On Wed, Mar 30, 2016 at 3:06 PM, Stephen J. Turnbull <stephen@xemacs.org> wrote:
Chris Angelico writes:
3) Path("file://http://www.example.com")
For scripts that need 100% dependable parsing, the third option will be guaranteed to work.
No, the third should crap out with a syntax error on the colon...
The correct syntaxes per [1] and RFC 3986 are
4) Path("file:///http://www.example.com")
Oops, my bad - I forgot about the third slash. It comes to the same thing, though; for most paths, you can deduce that a prefix "http://" implies that it's not a file path, and for the rare case when you do mean that, you can explicitly adorn it. (This is a good reminder that code and specs should not be created by one person firing off an email. This needs someone - preferably multiple people - checking the appropriate specs. Get it right, folks, don't trust me!)

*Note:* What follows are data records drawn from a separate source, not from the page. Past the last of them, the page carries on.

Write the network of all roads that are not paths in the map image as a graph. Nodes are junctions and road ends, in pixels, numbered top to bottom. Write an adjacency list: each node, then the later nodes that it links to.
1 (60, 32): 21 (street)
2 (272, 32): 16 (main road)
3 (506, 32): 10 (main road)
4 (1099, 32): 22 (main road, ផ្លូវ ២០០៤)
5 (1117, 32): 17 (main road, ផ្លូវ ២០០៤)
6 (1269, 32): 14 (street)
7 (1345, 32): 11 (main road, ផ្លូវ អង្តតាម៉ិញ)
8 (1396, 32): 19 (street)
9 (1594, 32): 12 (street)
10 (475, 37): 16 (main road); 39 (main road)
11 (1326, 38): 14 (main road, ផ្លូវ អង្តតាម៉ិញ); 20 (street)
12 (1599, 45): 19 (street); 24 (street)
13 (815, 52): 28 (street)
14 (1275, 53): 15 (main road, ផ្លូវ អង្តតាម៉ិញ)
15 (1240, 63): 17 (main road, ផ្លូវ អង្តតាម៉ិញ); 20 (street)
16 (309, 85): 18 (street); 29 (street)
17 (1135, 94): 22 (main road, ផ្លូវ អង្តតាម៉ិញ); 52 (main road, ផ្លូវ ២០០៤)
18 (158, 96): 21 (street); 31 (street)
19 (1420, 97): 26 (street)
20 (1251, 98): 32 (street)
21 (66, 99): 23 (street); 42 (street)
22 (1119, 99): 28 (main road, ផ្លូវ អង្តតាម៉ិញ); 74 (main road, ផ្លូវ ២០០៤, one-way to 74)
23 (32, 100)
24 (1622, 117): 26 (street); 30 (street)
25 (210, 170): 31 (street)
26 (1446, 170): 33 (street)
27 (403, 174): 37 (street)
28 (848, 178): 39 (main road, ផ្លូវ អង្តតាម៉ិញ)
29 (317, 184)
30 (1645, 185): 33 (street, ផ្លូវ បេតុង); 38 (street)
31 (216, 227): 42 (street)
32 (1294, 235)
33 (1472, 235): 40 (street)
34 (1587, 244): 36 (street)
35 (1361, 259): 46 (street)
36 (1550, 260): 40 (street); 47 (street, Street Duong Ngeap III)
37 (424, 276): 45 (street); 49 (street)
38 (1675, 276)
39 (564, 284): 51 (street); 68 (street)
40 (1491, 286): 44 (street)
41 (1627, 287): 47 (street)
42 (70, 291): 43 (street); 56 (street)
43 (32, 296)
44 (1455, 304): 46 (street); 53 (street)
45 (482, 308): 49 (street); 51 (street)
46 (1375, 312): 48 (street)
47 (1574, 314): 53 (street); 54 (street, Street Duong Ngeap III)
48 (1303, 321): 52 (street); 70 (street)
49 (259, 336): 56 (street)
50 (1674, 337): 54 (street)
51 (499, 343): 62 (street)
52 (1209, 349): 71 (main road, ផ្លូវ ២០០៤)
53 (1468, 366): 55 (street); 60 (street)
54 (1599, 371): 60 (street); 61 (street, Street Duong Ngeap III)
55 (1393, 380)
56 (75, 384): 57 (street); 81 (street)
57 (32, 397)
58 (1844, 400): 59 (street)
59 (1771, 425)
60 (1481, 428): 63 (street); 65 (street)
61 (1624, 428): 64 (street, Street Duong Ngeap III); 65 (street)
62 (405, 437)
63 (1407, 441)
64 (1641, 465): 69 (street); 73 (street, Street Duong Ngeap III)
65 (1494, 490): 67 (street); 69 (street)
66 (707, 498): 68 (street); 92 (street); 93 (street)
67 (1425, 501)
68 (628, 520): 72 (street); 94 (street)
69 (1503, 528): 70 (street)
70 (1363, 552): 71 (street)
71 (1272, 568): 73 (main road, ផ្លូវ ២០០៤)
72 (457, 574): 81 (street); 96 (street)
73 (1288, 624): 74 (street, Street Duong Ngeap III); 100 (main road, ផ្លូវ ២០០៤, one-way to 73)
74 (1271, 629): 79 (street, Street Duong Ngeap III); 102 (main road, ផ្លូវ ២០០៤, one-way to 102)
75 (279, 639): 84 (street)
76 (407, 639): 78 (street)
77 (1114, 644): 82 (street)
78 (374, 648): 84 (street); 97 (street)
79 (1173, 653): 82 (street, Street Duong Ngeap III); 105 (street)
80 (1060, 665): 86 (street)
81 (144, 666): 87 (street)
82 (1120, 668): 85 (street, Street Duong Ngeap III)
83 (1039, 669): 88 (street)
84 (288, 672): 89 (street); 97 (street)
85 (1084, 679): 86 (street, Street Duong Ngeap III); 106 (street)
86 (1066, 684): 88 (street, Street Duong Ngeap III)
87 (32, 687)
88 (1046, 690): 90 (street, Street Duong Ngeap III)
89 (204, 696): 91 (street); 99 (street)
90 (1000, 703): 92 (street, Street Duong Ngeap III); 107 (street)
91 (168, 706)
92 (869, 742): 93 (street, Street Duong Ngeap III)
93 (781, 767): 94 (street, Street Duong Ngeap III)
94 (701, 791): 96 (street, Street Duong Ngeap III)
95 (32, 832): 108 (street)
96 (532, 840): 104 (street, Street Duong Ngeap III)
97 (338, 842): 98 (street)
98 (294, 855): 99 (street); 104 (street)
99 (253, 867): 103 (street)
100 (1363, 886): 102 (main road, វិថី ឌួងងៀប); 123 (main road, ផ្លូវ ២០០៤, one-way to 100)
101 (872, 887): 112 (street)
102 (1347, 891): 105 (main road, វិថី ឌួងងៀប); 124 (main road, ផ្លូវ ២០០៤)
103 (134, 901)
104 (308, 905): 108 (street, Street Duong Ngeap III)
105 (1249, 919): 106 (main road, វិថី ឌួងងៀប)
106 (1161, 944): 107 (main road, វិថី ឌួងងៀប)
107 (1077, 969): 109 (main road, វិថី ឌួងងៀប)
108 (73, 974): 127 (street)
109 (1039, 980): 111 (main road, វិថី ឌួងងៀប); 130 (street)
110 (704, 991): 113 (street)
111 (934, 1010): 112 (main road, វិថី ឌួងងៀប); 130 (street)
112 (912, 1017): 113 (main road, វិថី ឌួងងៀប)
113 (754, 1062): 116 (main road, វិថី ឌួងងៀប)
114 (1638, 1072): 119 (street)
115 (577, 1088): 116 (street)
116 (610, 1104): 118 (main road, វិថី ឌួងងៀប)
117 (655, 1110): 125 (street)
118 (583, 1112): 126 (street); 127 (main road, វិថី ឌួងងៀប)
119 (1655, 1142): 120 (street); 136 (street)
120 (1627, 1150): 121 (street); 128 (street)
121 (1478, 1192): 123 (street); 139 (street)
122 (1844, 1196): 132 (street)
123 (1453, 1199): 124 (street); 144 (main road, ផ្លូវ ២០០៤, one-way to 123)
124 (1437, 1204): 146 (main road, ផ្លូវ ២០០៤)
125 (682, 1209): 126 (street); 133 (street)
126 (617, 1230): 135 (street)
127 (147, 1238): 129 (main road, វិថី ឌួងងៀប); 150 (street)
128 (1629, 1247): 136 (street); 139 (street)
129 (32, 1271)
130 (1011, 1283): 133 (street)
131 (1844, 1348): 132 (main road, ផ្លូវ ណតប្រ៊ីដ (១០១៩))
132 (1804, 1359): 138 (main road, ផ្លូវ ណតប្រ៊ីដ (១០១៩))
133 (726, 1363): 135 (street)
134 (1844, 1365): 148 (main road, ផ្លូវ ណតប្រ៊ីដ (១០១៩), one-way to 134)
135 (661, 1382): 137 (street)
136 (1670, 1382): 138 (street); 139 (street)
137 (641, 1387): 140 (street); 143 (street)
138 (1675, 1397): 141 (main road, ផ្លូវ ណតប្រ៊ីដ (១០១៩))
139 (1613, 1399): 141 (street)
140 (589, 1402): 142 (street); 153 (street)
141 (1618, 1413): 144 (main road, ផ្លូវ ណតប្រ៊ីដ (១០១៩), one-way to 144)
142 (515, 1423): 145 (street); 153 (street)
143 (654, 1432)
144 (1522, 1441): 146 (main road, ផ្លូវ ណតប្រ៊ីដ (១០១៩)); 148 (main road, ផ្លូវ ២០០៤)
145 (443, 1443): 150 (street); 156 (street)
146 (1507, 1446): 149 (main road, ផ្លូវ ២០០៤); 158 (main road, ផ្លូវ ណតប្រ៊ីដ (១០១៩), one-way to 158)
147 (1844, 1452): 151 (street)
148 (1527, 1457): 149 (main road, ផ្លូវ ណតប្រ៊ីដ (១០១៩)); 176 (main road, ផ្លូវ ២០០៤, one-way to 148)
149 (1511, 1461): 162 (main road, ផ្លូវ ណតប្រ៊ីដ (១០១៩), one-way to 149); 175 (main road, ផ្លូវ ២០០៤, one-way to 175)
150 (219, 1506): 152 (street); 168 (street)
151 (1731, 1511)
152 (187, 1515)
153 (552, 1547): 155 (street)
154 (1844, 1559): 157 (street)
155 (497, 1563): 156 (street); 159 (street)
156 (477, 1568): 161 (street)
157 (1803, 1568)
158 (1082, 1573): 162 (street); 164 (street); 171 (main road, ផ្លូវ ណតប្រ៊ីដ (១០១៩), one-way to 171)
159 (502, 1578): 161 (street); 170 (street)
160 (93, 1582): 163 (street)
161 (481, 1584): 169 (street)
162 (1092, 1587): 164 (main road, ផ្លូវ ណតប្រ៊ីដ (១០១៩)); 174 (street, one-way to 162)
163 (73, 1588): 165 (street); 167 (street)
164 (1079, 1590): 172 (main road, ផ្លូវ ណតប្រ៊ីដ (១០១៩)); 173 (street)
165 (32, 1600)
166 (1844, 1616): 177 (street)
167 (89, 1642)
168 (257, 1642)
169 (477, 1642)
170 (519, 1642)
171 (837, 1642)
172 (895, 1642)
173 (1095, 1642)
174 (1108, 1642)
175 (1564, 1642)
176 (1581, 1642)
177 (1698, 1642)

There's an additional problem with trying to cram URIs and Path together, which is that in a file system, "/a/b/symlink/../c" may refer to any file system object depending on symlink's target which is unknown, while as an URI path it refers to whatever "/a/b/c" refers to, and nothing else. (This is the semantic glitch I was thinking of earlier.)
This means that URIs can be canonicalized syntactically, while doing so with file system paths is risky.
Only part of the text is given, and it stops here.